In (Publisher Gregory Orear’s) Saturday, Aug. 19, column defending of the right of communities to maintain monuments honoring people who, in defense of slavery, committed treason against the United States, you wrote:

“The moral evils of the Nazi party and its guiding philosophy is indisputable and, as such, is nowhere near the equivalent of the Confederacy.” Really? Here are just a few of the equally indisputable “lesser” moral evils and guiding philosophy of the Confederacy:

• Defining an entire class of people as so inferior that their only appropriate role in society was as the subservient property of a superior race.

• As property, their owners had the right and obligation to maintain proper discipline by beating, maiming, torturing and, if necessary, putting down (killing) those members of the subservient class who were unwilling to accept their status.

• As a means of “improving” the value of their property, rape was an acceptable practice, both indirectly by the forced interbreeding of “quality stock,” and by owners themselves, as long as the resulting offspring remained in the subservient class.
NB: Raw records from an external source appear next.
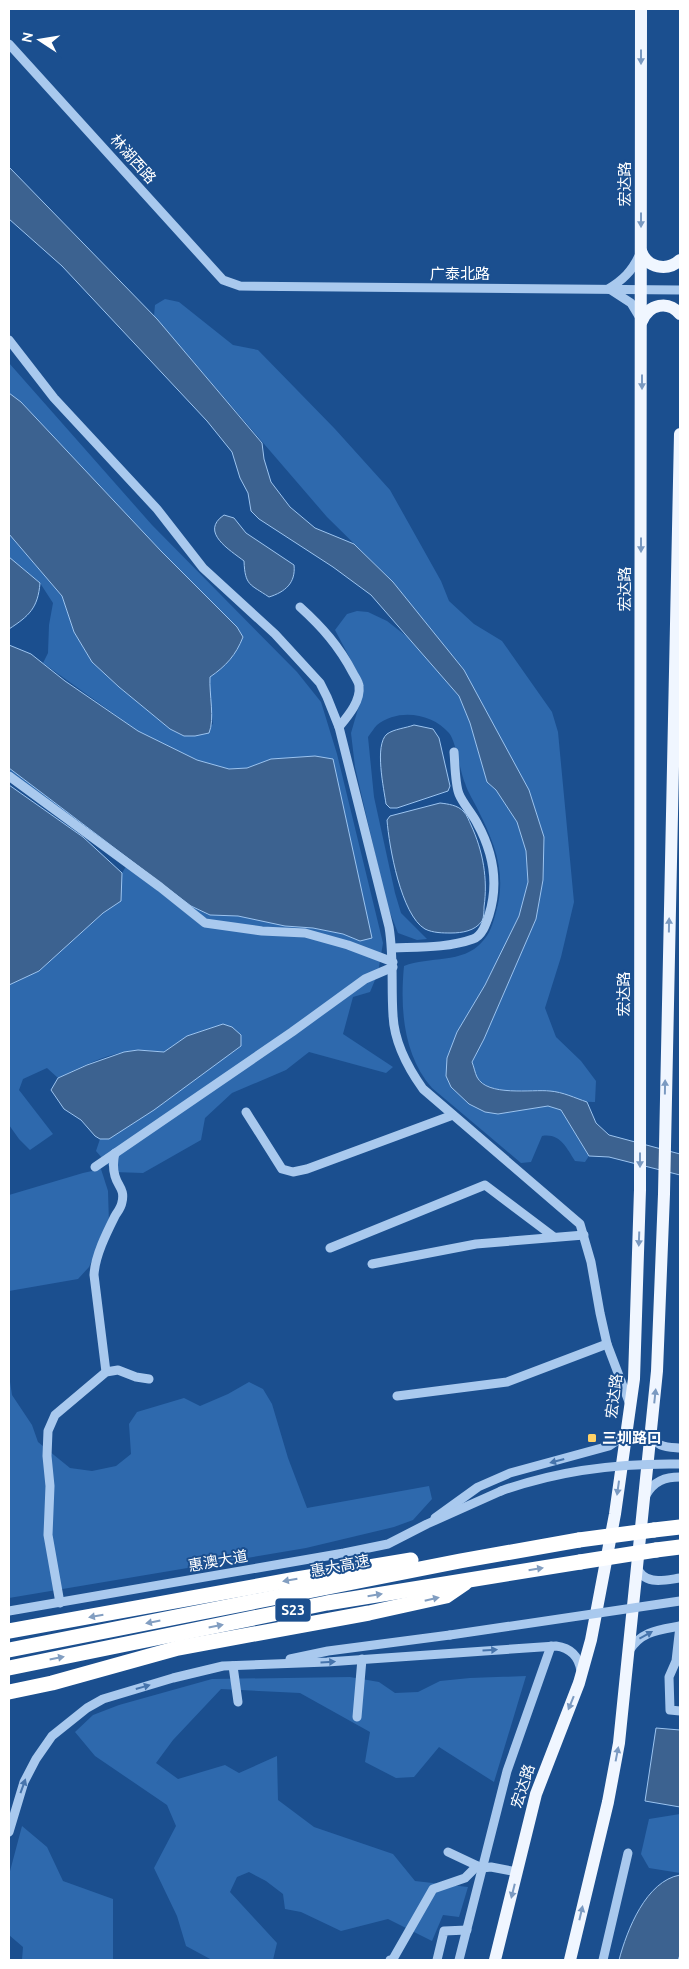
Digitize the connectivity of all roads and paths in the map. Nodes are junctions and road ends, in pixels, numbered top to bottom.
1 (641, 9) edge
2 (9, 44) edge
3 (642, 251) junction
4 (680, 260) edge
5 (240, 286) joint
6 (608, 289) junction
7 (642, 289) junction
8 (680, 290) edge
9 (680, 314) edge
10 (642, 321) junction
11 (9, 340) edge
12 (680, 434) edge
13 (300, 607) dead end
14 (339, 727) junction
15 (454, 752) dead end
16 (9, 776) edge
17 (393, 948) junction
18 (393, 964) junction
19 (246, 1112) dead end
20 (453, 1115) junction
21 (115, 1153) junction
22 (95, 1167) dead end
23 (584, 1235) junction
24 (554, 1237) junction
25 (330, 1248) dead end
26 (372, 1264) dead end
27 (608, 1344) junction
28 (106, 1372) junction
29 (149, 1379) dead end
30 (397, 1396) dead end
31 (630, 1405) junction
32 (627, 1424) junction
33 (652, 1427) junction
34 (680, 1448) edge
35 (680, 1464) edge
36 (680, 1477) edge
37 (644, 1500) junction
38 (427, 1524) junction
39 (680, 1527) edge
40 (680, 1547) edge
41 (460, 1561) junction
42 (636, 1566) junction
43 (680, 1578) edge
44 (469, 1580) junction
45 (680, 1601) edge
46 (60, 1602) junction
47 (9, 1611) edge
48 (680, 1626) edge
49 (9, 1631) edge
50 (551, 1646) junction
51 (9, 1650) edge
52 (362, 1659) junction
53 (276, 1663) junction
54 (626, 1663) junction
55 (233, 1666) junction
56 (9, 1668) edge
57 (579, 1683) junction
58 (9, 1692) edge
59 (238, 1702) dead end
60 (680, 1711) edge
61 (357, 1718) dead end
62 (9, 1832) edge
63 (448, 1852) dead end
64 (628, 1853) dead end
65 (480, 1867) junction
66 (517, 1872) junction
67 (467, 1930) junction
68 (390, 1960) edge
69 (437, 1960) edge
70 (459, 1960) edge
71 (495, 1960) edge
72 (570, 1960) edge
73 (603, 1960) edge

1 -> 3 main road, 宏达路
2 - 5 street, 林湖西路
3 - 4 main road
3 - 6 street
3 - 7 main road, 宏达路
5 - 6 street, 广泰北路
6 - 7 street, 广泰北路
6 - 10 street
7 - 8 street, 广泰北路
7 - 10 main road, 宏达路
9 - 10 main road
10 -> 31 main road, 宏达路
11 - 14 street
33 -> 12 main road
13 - 14 street
14 - 17 street
15 - 17 street
16 - 18 street
17 - 18 street
18 - 20 street
18 - 21 street
19 - 20 street
20 - 23 street
21 - 22 street
21 - 28 street
23 - 24 street
23 - 27 street
24 - 25 street
24 - 26 street
27 - 30 street
27 - 31 street
28 - 29 street
28 - 46 street
31 - 32 main road, 宏达路
32 -> 38 street
32 -> 57 main road, 宏达路
33 - 34 street
33 - 37 main road
35 - 38 street, bridge
36 - 37 street
37 - 42 main road
38 - 46 street, 惠澳大道
39 - 41 highway, 惠大高速 / S23, bridge
44 -> 40 highway, S23, bridge
41 -> 49 highway
41 -> 51 highway, 惠大高速 / S23
42 - 43 street
42 - 54 main road
56 -> 44 highway, S23
58 -> 44 highway
45 - 53 street, bridge
46 - 47 street, 惠澳大道
54 -> 48 street
48 - 60 street
52 -> 50 street
50 - 57 street
50 - 65 street
53 -> 52 street
52 - 61 street
53 - 55 street
72 -> 54 main road
55 - 59 street
62 -> 55 street
57 -> 66 main road, 宏达路
63 - 65 street
64 - 73 street
65 - 66 street
65 - 67 street
65 - 68 street
66 -> 71 main road, 宏达路
67 - 69 street
67 - 70 street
• The forced separation through sale and trade of family members (including children) at the will the owners.

The Nazi party controlled Germany for barely a decade. The leaders of the Confederacy and their predecessors controlled the South for over two centuries.

And the only “federal interference in their daily lives” that the traitors opposed, was the outlawing of slavery.

These monuments do not stand in isolation in scattered communities across the south. They are here, in our country, honoring people who committed treason against it in support of evil. That is an insult to every American, regardless of where you live.